As Manufacturing Consent (Edward S. Herman & Noam Chomsky) demonstrated decades ago, the most effective propaganda in democratic societies does not silence dissent but overwhelms it through repetition and framing. When media institutions funded by the public choose sides, democracy loses its impartial referee.
The illusion of democracy
The modern voter is asked to believe that the system works, even when evidence of its decay is visible at every level. Elections are presented as moments of empowerment, yet the mechanics of power have shifted to those who design, regulate, and broadcast them. The combination of administrative confusion, media bias, and procedural loopholes produces what might be called managed democracy: a system that retains the rituals of freedom but none of its substance.
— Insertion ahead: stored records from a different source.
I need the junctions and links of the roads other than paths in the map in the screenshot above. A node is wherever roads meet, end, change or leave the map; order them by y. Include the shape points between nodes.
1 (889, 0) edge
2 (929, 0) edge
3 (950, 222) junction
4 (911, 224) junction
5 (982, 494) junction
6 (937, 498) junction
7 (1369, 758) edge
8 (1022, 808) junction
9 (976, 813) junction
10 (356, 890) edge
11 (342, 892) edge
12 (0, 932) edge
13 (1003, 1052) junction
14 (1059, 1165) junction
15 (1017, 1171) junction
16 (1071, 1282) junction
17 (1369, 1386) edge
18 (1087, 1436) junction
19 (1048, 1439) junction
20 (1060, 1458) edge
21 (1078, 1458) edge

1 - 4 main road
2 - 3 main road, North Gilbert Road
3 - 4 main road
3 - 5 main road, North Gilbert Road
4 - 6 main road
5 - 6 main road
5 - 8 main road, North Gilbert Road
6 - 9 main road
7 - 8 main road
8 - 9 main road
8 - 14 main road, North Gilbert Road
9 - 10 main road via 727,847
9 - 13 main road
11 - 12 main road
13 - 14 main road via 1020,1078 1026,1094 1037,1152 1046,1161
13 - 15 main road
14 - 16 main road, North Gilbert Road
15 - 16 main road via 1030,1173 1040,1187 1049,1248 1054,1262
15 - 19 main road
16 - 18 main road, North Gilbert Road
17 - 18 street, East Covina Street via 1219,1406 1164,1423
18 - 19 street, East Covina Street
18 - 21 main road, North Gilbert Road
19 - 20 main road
In this context, the 2025 New York elections are not an isolated scandal but a symptom of a larger trend. Across Europe and North America, public trust in elections has declined steadily. The Pew Research Center reports that more than half of Americans now believe elections are “not fully fair, ” while in Europe, confidence in electoral neutrality has fallen below 60 percent in multiple countries. The common denominator is perception, and perception, as history shows, often defines political reality.
Legality versus legitimacy
Democratic institutions frequently defend themselves by citing legality. Yet legality does not equal legitimacy. When voters enter polling stations unsure of whether identification is required, when they see duplicate names on the ballot, or when taxpayer-funded broadcasters clearly favor certain politicians, the process ceases to feel legitimate.
In Securing the Vote: Protecting American Democracy (National Academies of Sciences), the authors warned that inconsistencies in voting regulations and presentation create “systemic uncertainty” that erodes trust even when no direct fraud occurs. Legality becomes a shield for systems that are structurally unbalanced.
The politics of managed confusion
There is a political logic to all this. Confusion disempowers. The less citizens understand about how elections work, the more easily they can be led to accept results that contradict their expectations. When voters feel exhausted or alienated by bureaucracy, they disengage, leaving the field clear for those who benefit from low participation and selective outrage.
This quiet disenfranchisement is perhaps the defining feature of twenty-first-century democracy. It does not come from coups or dictatorships but from an overgrown bureaucratic state and a compliant media sphere that together shape perception and choice.
Restoring the foundation of trust
To rebuild democratic legitimacy, reforms must go beyond technical fixes. They require a cultural transformation of transparency and balance. Voter identification, clear ballot design, neutral media standards, and strict limits on taxpayer-funded political influence are essential if citizens are to believe again that their votes matter.
Democracy survives not on procedures but on faith, the shared conviction that every citizen’s voice carries equal weight. When that faith is eroded by confusion, bias, and manipulation, the system collapses into performance.
The New York election, with its confusing ballots, lenient verification, and selective media narratives, should serve as a warning: democracy dies not through overt repression but through managed ambiguity.